On 'Throwing Around Diagnoses'

Published on 9.25.2023 at garyborjesson.substack.com

We all do this, we all throw around diagnoses. - Comedian Marc Maron

Imagine you’re at a party and a guy tells you he used to be “a little borderline”—shorthand for reactive and emotionally unstable. Now imagine you saw a person across from you cringe upon hearing this. Why did they cringe? Should you cringe?

Something like this happened to the comedian Marc Maron. After his podcast episode featuring a conversation with fellow comedian Maria Bamford, a listener wrote that they were concerned to hear Maron say that when he was younger he was “a little borderline”. Maron graciously took the listener’s concerns seriously enough to air them on episode 1467.

So, what’s wrong with Maron saying, “When I was younger I was a little borderline”? Why were he and Bamford cautioned for speaking causally, even jokingly, about their mental-health issues? What assumption made the listener feel they had the authority to advise Maron and his listeners against using diagnostic language thus?

There are several issues at play here, including matters of free speech, but I won't be wading into those (shark-infested) waters here. Instead, I want to explore the assumption about mental illness that motivates the listener’s concern, and look at why it’s false.

The assumption came out in the listener’s claim that a personality disorder is “something intrinsic to your being”. Practically speaking, this means that if you’re diagnosed with a personality disorder you’re largely stuck with it. But while personality disorders can be difficult to treat, this is not because they are intrinsic to the person’s being. As I pointed out in my last note, on diagnosis and human experience, being emotionally unstable and behaving narcissistically are human experiences. This is why Maron is speaking accurately when he says he used to be “a little borderline.” What distinguishes people diagnosed with personality disorders is the severity and duration of their experience, not its uniqueness. The listener may have been misled by the DSM’s categorical system of classification into thinking that personality disorders are like being pregnant, either you have it in you—it’s “intrinsic”—or you don’t. In fact, these experiences lie on a continuum.

Before looking at the deeper reason why personality disorders are not intrinsic, let’s first unfold what the listener thought followed from their assumption. If a personality disorder is intrinsic, the reasoning goes, then to speak of it as something you could have a “little bit” of, or as a phase you could go through, is to speak falsely. It risks giving “false hope” to those so diagnosed: they might imagine change is more possible than in fact it is. They might end up feeling ashamed they aren’t able to change. The listener also worried that speaking as Maron and Bamford had risked “diminishing” how seriously people take such diagnoses. Presumably the worry is that people might think of personality disorders the way we used to think about addiction—as coming down to a matter of willpower. In that case failing to overcome a personality disorder could be viewed as a moral failing—as if someone just didn’t try hard enough to change.

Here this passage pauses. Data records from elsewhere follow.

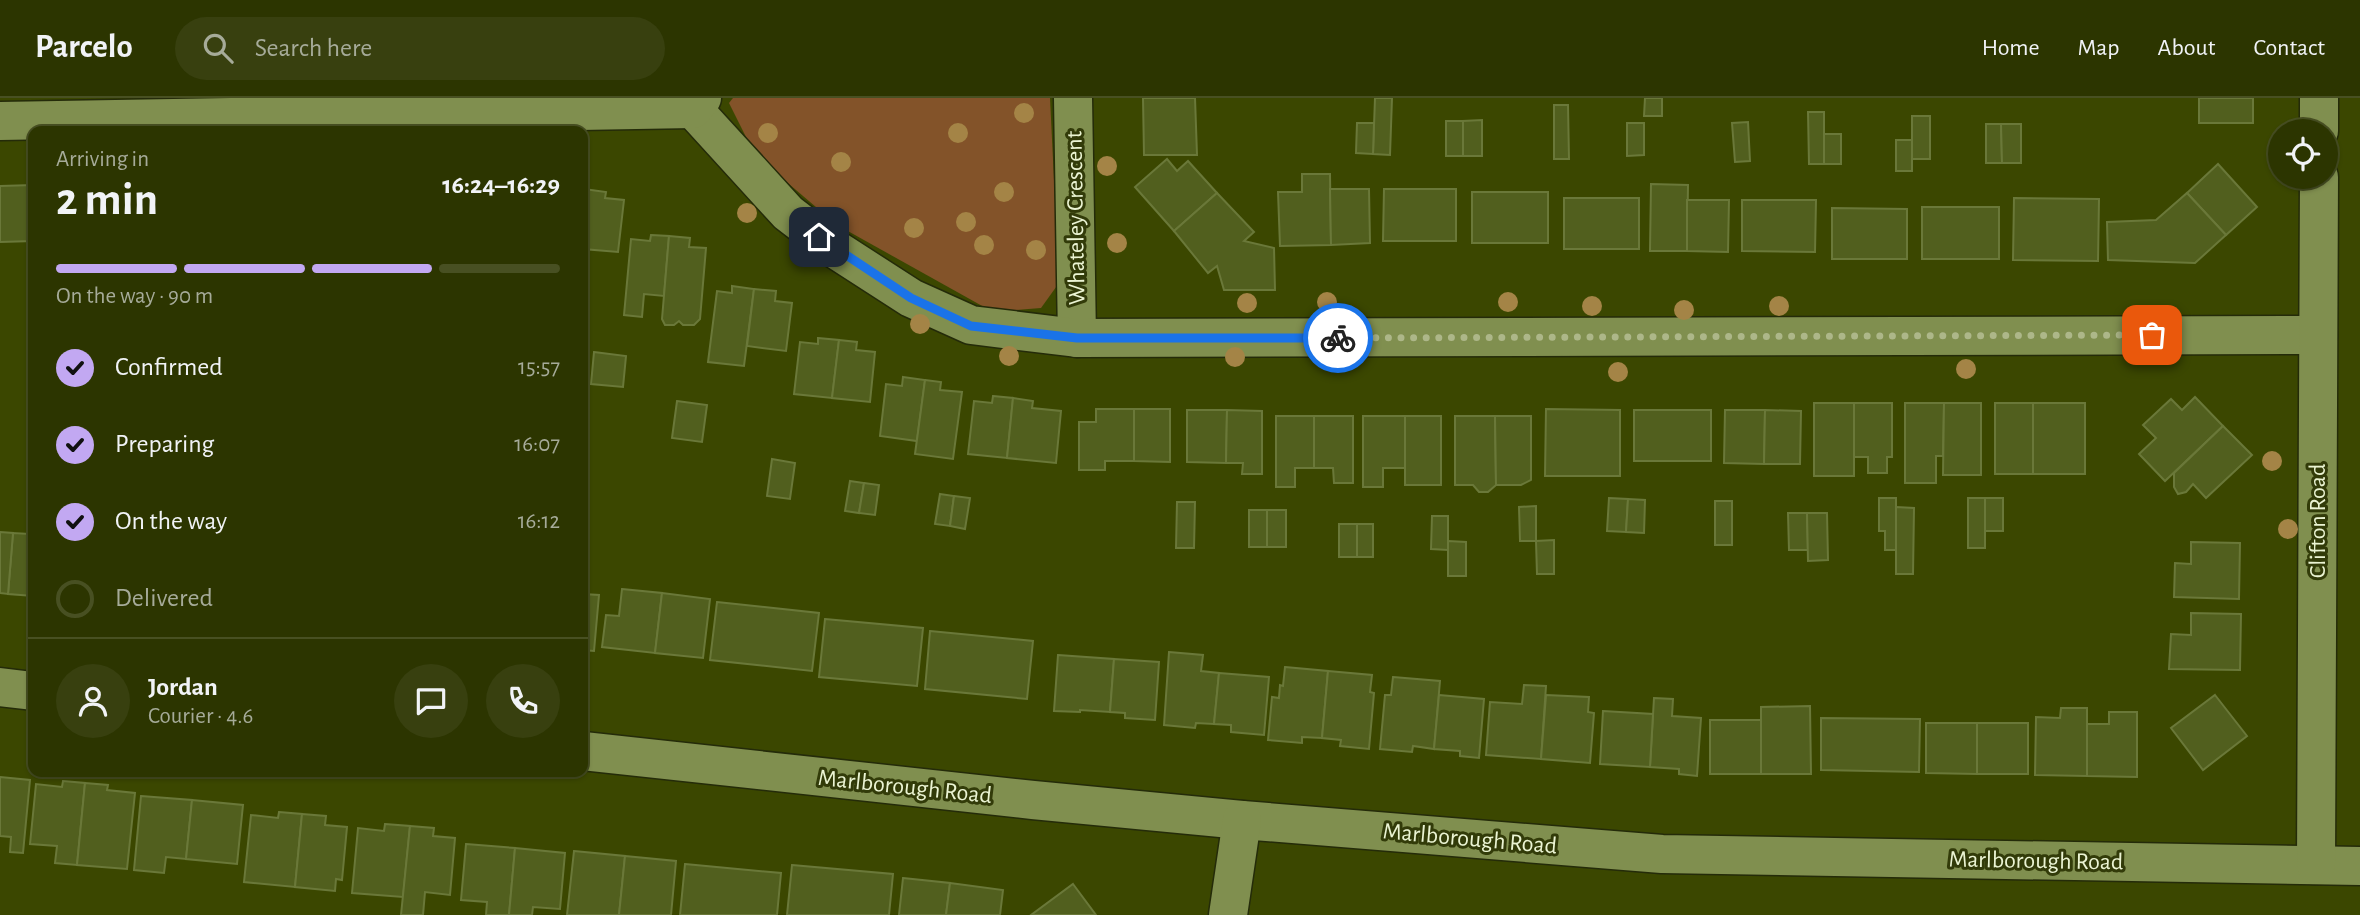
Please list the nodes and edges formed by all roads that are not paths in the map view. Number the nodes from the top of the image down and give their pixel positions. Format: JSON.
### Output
{"nodes":[{"id":1,"x":1073,"y":98,"type":"edge"},
{"id":2,"x":2319,"y":98,"type":"edge"},
{"id":3,"x":697,"y":103,"type":"edge"},
{"id":4,"x":2319,"y":119,"type":"edge"},
{"id":5,"x":0,"y":121,"type":"edge"},
{"id":6,"x":2319,"y":189,"type":"edge"},
{"id":7,"x":2318,"y":335,"type":"junction"},
{"id":8,"x":1077,"y":338,"type":"junction"},
{"id":9,"x":0,"y":687,"type":"edge"},
{"id":10,"x":28,"y":690,"type":"edge"},
{"id":11,"x":588,"y":752,"type":"edge"},
{"id":12,"x":1242,"y":820,"type":"junction"},
{"id":13,"x":2316,"y":865,"type":"junction"},
{"id":14,"x":2360,"y":866,"type":"edge"},
{"id":15,"x":1228,"y":915,"type":"edge"}],
"edges":[{"from":1,"to":8,"type":"street","name":"Whateley Crescent"},
{"from":2,"to":4,"type":"street"},
{"from":3,"to":5,"type":"street","name":"Whateley Crescent"},
{"from":3,"to":8,"type":"street","name":"Whateley Crescent"},
{"from":6,"to":7,"type":"street","name":"Clifton Road"},
{"from":7,"to":8,"type":"street","name":"Whateley Crescent"},
{"from":7,"to":13,"type":"street","name":"Clifton Road"},
{"from":9,"to":10,"type":"street"},
{"from":11,"to":12,"type":"street","name":"Marlborough Road"},
{"from":12,"to":13,"type":"street","name":"Marlborough Road"},
{"from":12,"to":15,"type":"street"},
{"from":13,"to":14,"type":"street","name":"Marlborough Road"}]}
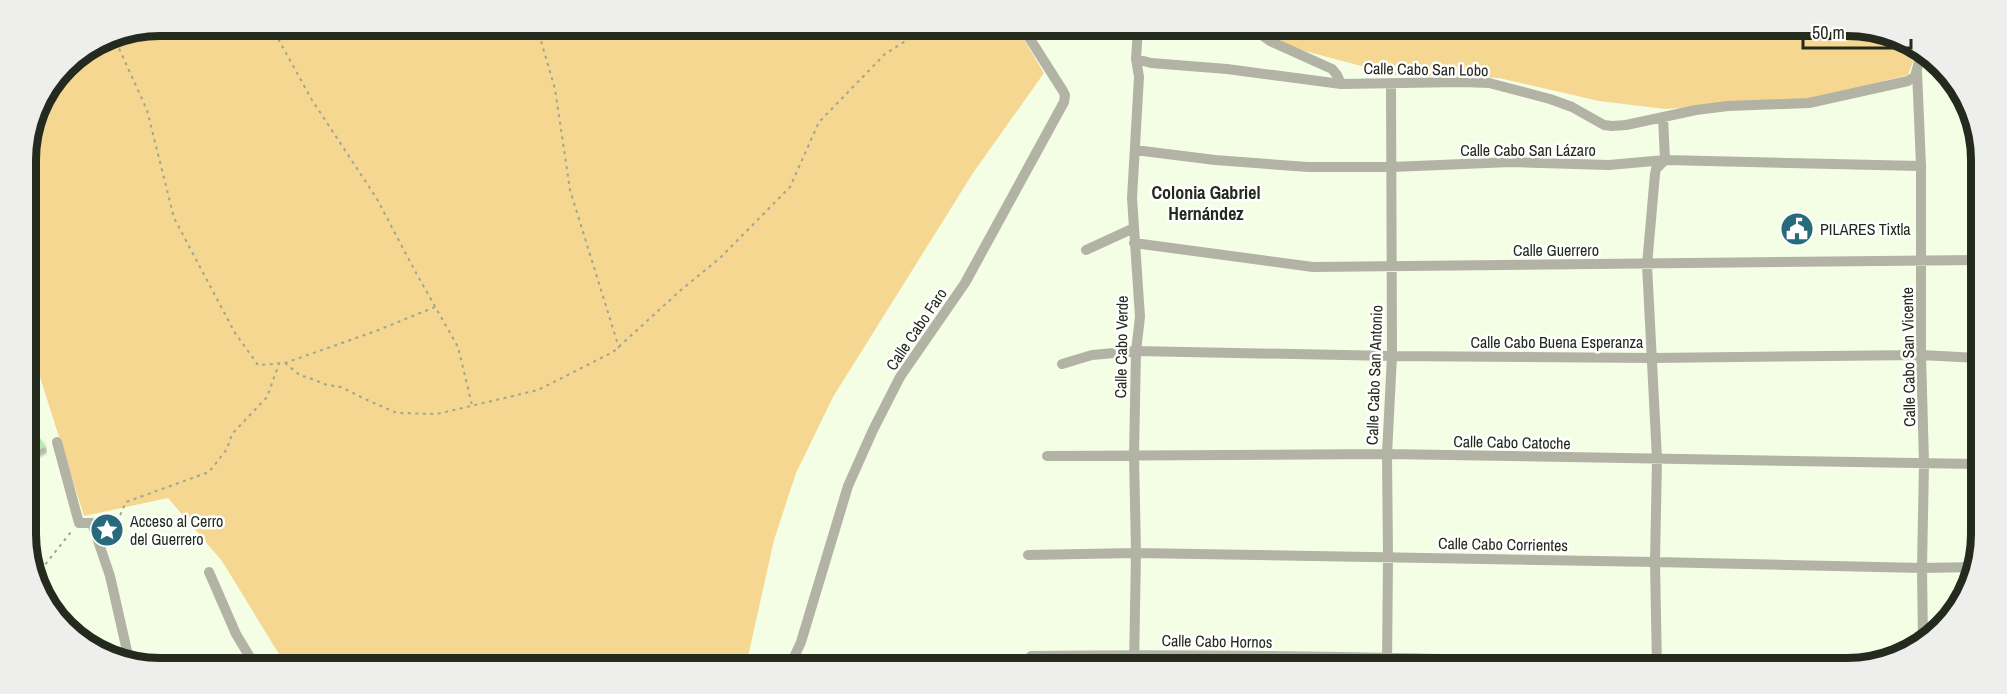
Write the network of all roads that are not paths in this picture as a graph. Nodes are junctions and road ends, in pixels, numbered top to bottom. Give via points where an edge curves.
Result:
1 (1028, 36) edge
2 (1137, 36) edge
3 (1263, 36) edge
4 (1136, 59) junction
5 (1920, 60) edge
6 (1917, 71) junction
7 (1339, 79) junction
8 (1391, 84) junction
9 (1663, 117) junction
10 (1135, 150) junction
11 (1665, 160) junction
12 (1921, 166) junction
13 (1392, 167) junction
14 (1134, 228) junction
15 (1134, 243) junction
16 (1086, 250) dead end
17 (1971, 260) edge
18 (1922, 261) junction
19 (1647, 265) junction
20 (1392, 267) junction
21 (1136, 351) junction
22 (1921, 355) junction
23 (1392, 356) junction
24 (1651, 358) junction
25 (1971, 358) edge
26 (1062, 364) dead end
27 (57, 442) dead end
28 (1387, 454) junction
29 (1134, 455) junction
30 (1047, 456) dead end
31 (1657, 459) junction
32 (1924, 463) junction
33 (1971, 464) edge
34 (1136, 553) junction
35 (1028, 555) dead end
36 (1388, 557) junction
37 (1655, 562) junction
38 (1967, 567) edge
39 (1922, 568) junction
40 (209, 572) dead end
41 (1923, 632) edge
42 (128, 654) edge
43 (1030, 656) dead end
44 (250, 658) edge
45 (794, 658) edge
46 (1072, 658) edge
47 (1134, 658) edge
48 (1387, 658) edge
49 (1657, 658) edge

1 - 45 street, Calle Cabo Faro via 1063,91 1064,102 965,283 900,377 873,430 848,486
2 - 4 street, Calle Cabo Verde
3 - 7 street via 1332,69
4 - 7 street, Calle Cabo San Lobo
4 - 10 street, Calle Cabo Verde via 1139,77
5 - 6 street, Calle Cabo San Vicente
6 - 9 street, Calle Cabo San Lobo via 1908,81 1809,103 1728,106
6 - 12 street, Calle Cabo San Vicente
7 - 8 street, Calle Cabo San Lobo
8 - 9 street, Calle Cabo San Lobo via 1489,83 1550,99 1612,126
8 - 13 street, Calle Cabo San Antonio
9 - 11 street
10 - 13 street, Calle Cabo San Lázaro via 1308,167
10 - 14 street, Calle Cabo Verde
11 - 12 street, Calle Cabo San Lázaro
11 - 13 street, Calle Cabo San Lázaro via 1609,165 1511,162
11 - 19 street via 1655,174
12 - 18 street, Calle Cabo San Vicente
13 - 20 street, Calle Cabo San Antonio
14 - 15 street, Calle Cabo Verde
14 - 16 street
15 - 20 street, Calle Guerrero via 1313,267
15 - 21 street, Calle Cabo Verde via 1140,317
17 - 18 street, Calle Guerrero
18 - 19 street, Calle Guerrero
18 - 22 street, Calle Cabo San Vicente
19 - 20 street, Calle Guerrero
19 - 24 street
20 - 23 street, Calle Cabo San Antonio
21 - 23 street, Calle Cabo Buena Esperanza
21 - 26 street, Calle Cabo Buena Esperanza via 1092,355
21 - 29 street, Calle Cabo Verde
22 - 24 street, Calle Cabo Buena Esperanza
22 - 25 street, Calle Cabo Buena Esperanza
22 - 32 street, Calle Cabo San Vicente
23 - 24 street, Calle Cabo Buena Esperanza
23 - 28 street, Calle Cabo San Antonio
24 - 31 street
27 - 42 street via 79,523 92,524 108,571
28 - 29 street, Calle Cabo Catoche
28 - 31 street, Calle Cabo Catoche
28 - 36 street, Calle Cabo San Antonio
29 - 30 street, Calle Cabo Catoche
29 - 34 street, Calle Cabo Verde
31 - 32 street, Calle Cabo Catoche
31 - 37 street
32 - 33 street, Calle Cabo Catoche
32 - 39 street, Calle Cabo San Vicente
34 - 35 street, Calle Cabo Corrientes
34 - 36 street, Calle Cabo Corrientes
34 - 47 street, Calle Cabo Verde
36 - 37 street, Calle Cabo Corrientes
36 - 48 street, Calle Cabo San Antonio
37 - 39 street, Calle Cabo Corrientes
37 - 49 street
38 - 39 street, Calle Cabo Corrientes
39 - 41 street, Calle Cabo San Vicente
40 - 44 street
43 - 46 street, Calle Cabo Hornos

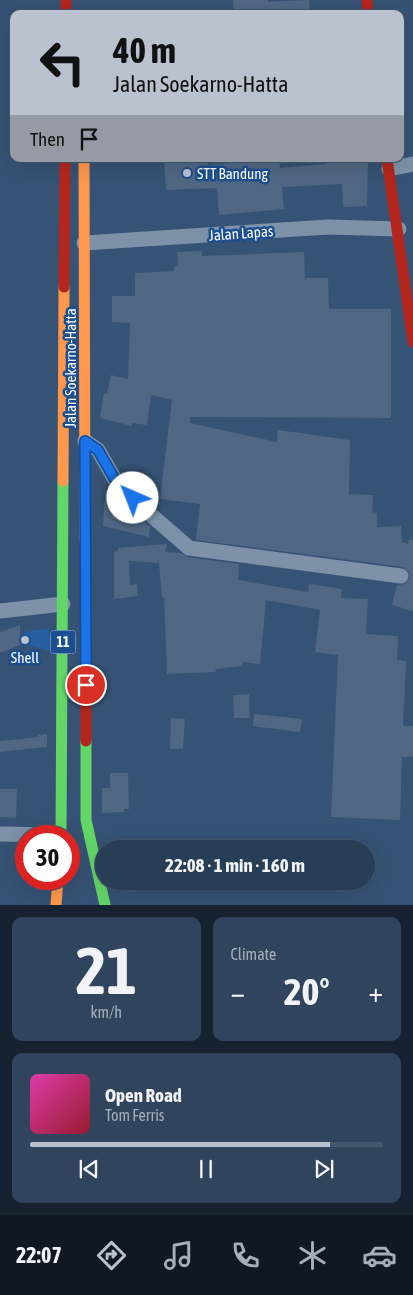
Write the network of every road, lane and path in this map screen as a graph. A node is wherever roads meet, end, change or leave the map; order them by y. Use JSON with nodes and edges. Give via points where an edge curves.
{"nodes":[{"id":1,"x":65,"y":162,"type":"edge"},
{"id":2,"x":84,"y":162,"type":"edge"},
{"id":3,"x":388,"y":164,"type":"edge"},
{"id":4,"x":413,"y":164,"type":"edge"},
{"id":5,"x":399,"y":230,"type":"junction"},
{"id":6,"x":84,"y":243,"type":"junction"},
{"id":7,"x":413,"y":342,"type":"edge"},
{"id":8,"x":85,"y":441,"type":"junction"},
{"id":9,"x":401,"y":576,"type":"dead end"},
{"id":10,"x":63,"y":604,"type":"junction"},
{"id":11,"x":0,"y":611,"type":"edge"},
{"id":12,"x":86,"y":820,"type":"junction"},
{"id":13,"x":61,"y":825,"type":"edge"},
{"id":14,"x":0,"y":834,"type":"edge"},
{"id":15,"x":15,"y":834,"type":"edge"},
{"id":16,"x":87,"y":877,"type":"dead end"},
{"id":17,"x":57,"y":890,"type":"edge"},
{"id":18,"x":64,"y":890,"type":"edge"},
{"id":19,"x":56,"y":905,"type":"edge"},
{"id":20,"x":65,"y":905,"type":"edge"},
{"id":21,"x":105,"y":905,"type":"edge"}],
"edges":[{"from":1,"to":10,"type":"main road","name":"Jalan Soekarno-Hatta","number":"11"},
{"from":2,"to":6,"type":"main road","name":"Jalan Soekarno-Hatta","number":"11"},
{"from":3,"to":4,"type":"street"},
{"from":3,"to":5,"type":"main road"},
{"from":5,"to":6,"type":"street","name":"Jalan Lapas","via":[[328,227]]},
{"from":5,"to":7,"type":"main road"},
{"from":6,"to":8,"type":"main road","name":"Jalan Soekarno-Hatta","number":"11"},
{"from":8,"to":9,"type":"street","via":[[98,450],[114,478],[143,508],[189,548]]},
{"from":8,"to":12,"type":"main road","name":"Jalan Soekarno-Hatta","number":"11"},
{"from":10,"to":11,"type":"street"},
{"from":10,"to":13,"type":"main road","name":"Jalan Soekarno-Hatta","number":"11"},
{"from":12,"to":16,"type":"main road","number":"11"},
{"from":12,"to":21,"type":"main road","name":"Jalan Soekarno-Hatta","number":"11"},
{"from":14,"to":15,"type":"street"},
{"from":17,"to":19,"type":"main road"},
{"from":18,"to":20,"type":"main road"}]}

To the contrary, the observation made in “About Addiction” applies here: the cause and treatment of most mental disorders has such a strong developmental and interpersonal component that it makes little sense to blame or shame the individual for their problem. This expresses the deeper reason why personality disorders are not intrinsic. Like most disorders, they are not intrinsic to us, and there is no evidence they are “in the genes”. Rather they emerge from a complex interplay between nature and nurture, between the individual and their environment. This rules out viewing it as intrinsic, either in origin or with regard to treatment.

That said, some, if not many, clinicians share the listener’s assumption. But this says more about the time it takes for current research to trickle into mainstream thinking.¹ The fact that we’re only beginning to appreciate the extrinsic factors informing mental illness is part of why we’ve been so bad at treating mental health problems, including addiction and personality disorders. We’ve been looking in the wrong place. Treatment is more effective (though not easier) when we view mental health in the context of the interpersonal field through which it exists.

So, there’s no good reason to cringe when Maron and Bamford (or any of us) use diagnostic language to help describe their experience. Assuming that, like Maron, we’re sensitive and aren’t seeking to push buttons, the language offers us a shortcut, a useful map to the territory of human suffering. I am also assuming here that it’s reasonable to expect that adults not take personally what’s not meant personally. Taking responsibility for our feelings means recognizing that being triggered by others doesn’t necessarily mean they’ve said anything wrong. That’s a lot to ask in our current hypersensitive culture, but it’s part of being a grownup, and of living in a society committed to tolerating free speech.

  1. Again, Dr. Gabor Maté’s most recent book, The Myth of Normal, exhaustively documents the critical role developmental and interpersonal factors play in mental health.